In the final analysis, the author’s association of “scientific approaches” with technological triumphalism is just a very good reminder that “scientific approaches” don’t have morals built-in.

Finally, we must massively strengthen our scientific institutions. … The hard work of science gets done in these places and they must be among the best in the world.

Without specifying how ‘best’ or even ‘better’ needs to be measured, the task of strengthening institutes is at risk of being hijacked by the single-minded pursuit of better scores on ranking tables.

… Our best diaspora scientists should be provided generous support to come back to India and set up their research labs. Top scientific institutions must be granted the autonomy to govern themselves, hire the best faculty, attract great students from around the world, and pursue the best research. …
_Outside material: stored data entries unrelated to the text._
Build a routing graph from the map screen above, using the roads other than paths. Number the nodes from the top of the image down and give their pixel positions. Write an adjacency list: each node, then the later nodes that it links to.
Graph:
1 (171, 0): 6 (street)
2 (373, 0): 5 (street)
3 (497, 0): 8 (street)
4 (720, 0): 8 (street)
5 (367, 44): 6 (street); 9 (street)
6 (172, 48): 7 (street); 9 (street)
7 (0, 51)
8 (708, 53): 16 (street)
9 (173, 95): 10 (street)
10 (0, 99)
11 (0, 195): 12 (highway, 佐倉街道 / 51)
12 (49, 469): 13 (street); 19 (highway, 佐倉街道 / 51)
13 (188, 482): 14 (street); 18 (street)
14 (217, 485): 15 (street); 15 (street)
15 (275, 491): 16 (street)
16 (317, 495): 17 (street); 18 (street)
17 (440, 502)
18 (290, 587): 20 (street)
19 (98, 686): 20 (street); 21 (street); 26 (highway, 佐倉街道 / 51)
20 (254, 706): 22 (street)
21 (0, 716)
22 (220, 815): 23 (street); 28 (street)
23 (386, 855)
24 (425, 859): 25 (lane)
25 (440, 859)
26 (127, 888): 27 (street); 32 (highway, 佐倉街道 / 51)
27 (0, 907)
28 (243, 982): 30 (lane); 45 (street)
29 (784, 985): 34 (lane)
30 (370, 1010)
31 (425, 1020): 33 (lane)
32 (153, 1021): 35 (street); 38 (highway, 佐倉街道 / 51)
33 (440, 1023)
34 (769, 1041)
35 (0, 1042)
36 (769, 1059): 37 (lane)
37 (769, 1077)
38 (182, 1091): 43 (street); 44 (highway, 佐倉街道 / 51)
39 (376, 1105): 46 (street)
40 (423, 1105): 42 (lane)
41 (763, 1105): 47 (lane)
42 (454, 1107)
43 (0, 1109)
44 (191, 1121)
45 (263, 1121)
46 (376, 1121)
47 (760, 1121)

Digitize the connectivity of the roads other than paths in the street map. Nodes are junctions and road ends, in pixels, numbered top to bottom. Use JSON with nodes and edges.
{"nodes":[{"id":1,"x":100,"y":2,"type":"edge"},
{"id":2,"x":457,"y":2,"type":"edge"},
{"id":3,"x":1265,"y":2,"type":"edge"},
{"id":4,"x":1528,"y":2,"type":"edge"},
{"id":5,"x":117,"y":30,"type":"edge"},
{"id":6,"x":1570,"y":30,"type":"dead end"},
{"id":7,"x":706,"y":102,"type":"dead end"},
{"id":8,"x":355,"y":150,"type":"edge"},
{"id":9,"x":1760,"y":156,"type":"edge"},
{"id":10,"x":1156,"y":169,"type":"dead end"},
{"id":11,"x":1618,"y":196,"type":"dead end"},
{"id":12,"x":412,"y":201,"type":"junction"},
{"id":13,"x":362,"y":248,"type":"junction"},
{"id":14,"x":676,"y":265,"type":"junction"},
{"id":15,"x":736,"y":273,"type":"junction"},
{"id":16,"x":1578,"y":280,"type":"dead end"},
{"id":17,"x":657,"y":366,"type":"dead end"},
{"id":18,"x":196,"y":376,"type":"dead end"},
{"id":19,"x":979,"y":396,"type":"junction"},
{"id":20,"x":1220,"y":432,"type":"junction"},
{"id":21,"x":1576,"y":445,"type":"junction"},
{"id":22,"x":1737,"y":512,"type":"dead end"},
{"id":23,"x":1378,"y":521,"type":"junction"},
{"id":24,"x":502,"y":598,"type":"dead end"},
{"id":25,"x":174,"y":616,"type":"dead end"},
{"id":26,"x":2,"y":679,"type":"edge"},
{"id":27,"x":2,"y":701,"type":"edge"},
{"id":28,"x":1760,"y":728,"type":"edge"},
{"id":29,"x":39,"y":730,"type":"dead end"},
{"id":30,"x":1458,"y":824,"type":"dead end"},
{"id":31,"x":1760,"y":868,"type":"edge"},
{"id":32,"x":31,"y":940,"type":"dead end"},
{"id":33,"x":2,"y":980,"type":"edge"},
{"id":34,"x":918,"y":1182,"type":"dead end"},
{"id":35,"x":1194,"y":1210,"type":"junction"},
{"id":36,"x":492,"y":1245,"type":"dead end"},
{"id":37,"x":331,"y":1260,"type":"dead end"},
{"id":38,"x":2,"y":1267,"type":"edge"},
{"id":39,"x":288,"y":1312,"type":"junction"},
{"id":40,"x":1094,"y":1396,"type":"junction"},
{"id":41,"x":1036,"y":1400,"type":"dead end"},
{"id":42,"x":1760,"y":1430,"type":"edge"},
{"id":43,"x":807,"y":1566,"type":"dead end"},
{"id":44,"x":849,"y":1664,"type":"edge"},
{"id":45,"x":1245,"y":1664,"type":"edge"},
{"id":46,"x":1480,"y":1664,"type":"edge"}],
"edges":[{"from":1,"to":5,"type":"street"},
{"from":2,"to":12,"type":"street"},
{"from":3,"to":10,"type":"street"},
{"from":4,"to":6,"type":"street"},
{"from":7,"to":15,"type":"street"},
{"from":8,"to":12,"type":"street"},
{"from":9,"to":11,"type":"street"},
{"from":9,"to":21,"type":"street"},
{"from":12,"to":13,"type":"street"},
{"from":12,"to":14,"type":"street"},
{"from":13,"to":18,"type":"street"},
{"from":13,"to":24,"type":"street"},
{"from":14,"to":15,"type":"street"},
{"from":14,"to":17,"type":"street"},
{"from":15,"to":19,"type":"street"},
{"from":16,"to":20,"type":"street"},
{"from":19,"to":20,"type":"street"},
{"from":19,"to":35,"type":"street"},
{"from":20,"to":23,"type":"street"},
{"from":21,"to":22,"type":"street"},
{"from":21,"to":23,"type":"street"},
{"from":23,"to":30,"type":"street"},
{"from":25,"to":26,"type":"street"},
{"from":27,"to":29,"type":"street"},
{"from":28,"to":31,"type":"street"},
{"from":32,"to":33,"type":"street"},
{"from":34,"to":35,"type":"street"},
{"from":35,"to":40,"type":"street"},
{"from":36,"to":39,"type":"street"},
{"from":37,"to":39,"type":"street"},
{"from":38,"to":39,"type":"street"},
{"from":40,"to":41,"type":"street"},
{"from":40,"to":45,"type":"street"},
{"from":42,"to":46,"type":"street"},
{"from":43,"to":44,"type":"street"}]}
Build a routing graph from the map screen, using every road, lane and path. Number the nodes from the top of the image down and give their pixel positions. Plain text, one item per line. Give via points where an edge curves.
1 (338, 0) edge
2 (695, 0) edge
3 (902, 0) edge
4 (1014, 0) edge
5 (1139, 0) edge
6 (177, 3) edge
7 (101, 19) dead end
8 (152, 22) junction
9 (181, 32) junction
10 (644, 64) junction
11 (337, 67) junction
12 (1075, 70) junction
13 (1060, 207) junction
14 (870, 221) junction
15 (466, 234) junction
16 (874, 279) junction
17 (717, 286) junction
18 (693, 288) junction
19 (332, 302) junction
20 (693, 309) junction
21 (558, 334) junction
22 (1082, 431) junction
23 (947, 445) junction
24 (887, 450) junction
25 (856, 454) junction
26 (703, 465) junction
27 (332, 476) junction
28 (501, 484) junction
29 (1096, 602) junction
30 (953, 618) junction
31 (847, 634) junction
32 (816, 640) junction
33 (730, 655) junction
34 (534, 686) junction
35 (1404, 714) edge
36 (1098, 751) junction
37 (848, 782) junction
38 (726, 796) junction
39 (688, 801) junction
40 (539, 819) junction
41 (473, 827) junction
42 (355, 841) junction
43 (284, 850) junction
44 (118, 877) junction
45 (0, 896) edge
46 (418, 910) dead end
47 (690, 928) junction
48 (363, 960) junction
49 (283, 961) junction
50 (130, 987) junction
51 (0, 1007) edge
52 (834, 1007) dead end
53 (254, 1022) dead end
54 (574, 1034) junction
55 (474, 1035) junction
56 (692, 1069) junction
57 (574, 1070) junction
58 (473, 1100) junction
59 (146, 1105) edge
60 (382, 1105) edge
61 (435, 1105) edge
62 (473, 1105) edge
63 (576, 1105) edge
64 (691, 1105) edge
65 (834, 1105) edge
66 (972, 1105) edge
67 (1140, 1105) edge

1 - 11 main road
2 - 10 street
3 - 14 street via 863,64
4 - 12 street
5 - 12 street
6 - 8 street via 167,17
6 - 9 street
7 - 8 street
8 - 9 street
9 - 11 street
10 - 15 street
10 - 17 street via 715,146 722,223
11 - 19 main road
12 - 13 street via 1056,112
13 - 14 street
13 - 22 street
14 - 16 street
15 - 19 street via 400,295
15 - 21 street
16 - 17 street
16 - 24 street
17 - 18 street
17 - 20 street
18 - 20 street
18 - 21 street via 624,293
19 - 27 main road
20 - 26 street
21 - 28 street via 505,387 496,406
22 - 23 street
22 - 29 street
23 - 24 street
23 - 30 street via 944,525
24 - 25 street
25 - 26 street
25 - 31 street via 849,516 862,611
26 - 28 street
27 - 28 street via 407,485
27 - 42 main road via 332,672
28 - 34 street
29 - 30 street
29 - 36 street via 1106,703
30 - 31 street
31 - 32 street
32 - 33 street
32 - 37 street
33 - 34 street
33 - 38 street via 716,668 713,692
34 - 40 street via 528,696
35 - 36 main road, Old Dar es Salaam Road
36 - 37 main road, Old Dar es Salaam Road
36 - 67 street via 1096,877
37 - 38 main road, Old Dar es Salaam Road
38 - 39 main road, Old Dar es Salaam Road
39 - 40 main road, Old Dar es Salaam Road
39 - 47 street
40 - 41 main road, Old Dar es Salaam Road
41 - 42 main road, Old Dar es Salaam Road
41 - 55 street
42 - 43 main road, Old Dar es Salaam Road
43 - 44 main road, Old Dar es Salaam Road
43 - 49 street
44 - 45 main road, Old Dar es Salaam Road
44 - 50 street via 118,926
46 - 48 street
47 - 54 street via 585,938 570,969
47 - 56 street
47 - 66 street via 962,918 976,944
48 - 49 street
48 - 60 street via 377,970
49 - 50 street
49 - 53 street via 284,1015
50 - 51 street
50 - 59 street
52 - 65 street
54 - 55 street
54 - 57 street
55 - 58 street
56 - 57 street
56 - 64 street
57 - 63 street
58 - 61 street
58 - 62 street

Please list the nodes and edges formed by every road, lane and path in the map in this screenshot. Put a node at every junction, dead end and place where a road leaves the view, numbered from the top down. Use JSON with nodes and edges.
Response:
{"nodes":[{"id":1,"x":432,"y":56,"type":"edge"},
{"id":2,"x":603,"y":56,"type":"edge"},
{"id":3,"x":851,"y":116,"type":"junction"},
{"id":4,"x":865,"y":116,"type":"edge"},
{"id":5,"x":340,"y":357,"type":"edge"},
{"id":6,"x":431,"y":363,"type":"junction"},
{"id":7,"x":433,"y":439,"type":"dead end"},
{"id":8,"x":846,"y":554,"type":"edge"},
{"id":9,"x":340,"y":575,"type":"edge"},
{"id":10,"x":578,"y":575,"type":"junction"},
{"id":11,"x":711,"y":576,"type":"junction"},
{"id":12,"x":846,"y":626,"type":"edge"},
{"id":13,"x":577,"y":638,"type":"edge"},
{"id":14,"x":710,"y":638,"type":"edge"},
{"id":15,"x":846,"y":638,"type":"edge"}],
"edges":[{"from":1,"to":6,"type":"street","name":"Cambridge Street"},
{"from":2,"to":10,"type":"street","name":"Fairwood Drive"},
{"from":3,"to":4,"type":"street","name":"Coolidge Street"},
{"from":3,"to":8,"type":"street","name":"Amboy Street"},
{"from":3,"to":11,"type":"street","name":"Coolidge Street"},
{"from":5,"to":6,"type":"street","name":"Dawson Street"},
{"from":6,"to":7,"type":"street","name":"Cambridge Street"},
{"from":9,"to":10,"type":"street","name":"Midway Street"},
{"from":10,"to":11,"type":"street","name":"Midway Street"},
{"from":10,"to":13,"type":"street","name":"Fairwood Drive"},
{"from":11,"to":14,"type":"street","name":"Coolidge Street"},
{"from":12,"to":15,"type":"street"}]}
I once picked a fight with a scientist after he submitted a piece arguing that the Government of India should improve the supply of masks and other PPE to tame India’s tuberculosis burden. He couldn’t understand why I was opposed to publishing the piece, insisting he was “saying the rights things – the things that need to be said.” Here’s the thing: no one disagrees, and the dialogue has in fact moved leaps and bounds ahead. So while it may be the right thing to say, I’m not sure it needs to be said – much less deserves a thousand words. Put differently: You’re a minister, try moving the needle!

To that end, I have introduced a private members bill to grant IIM-level autonomy to the IITs that have been selected as institutions of eminence.

Okay… Is this what the article was about: to build support for your Bill? According to PRS, fewer than 4% of private members’ Bills were even discussed during the 14th Lok Sabha (i.e. Modi’s first term as prime minister). Why not build support within the party and introduce it as a government Bill?

Our civilisation is marked by its unending quest for knowledge, … The Mundaka Upanishad enlightens us: Satyameva Jayate – Truth alone triumphs. Our republic is based on this eternal principle.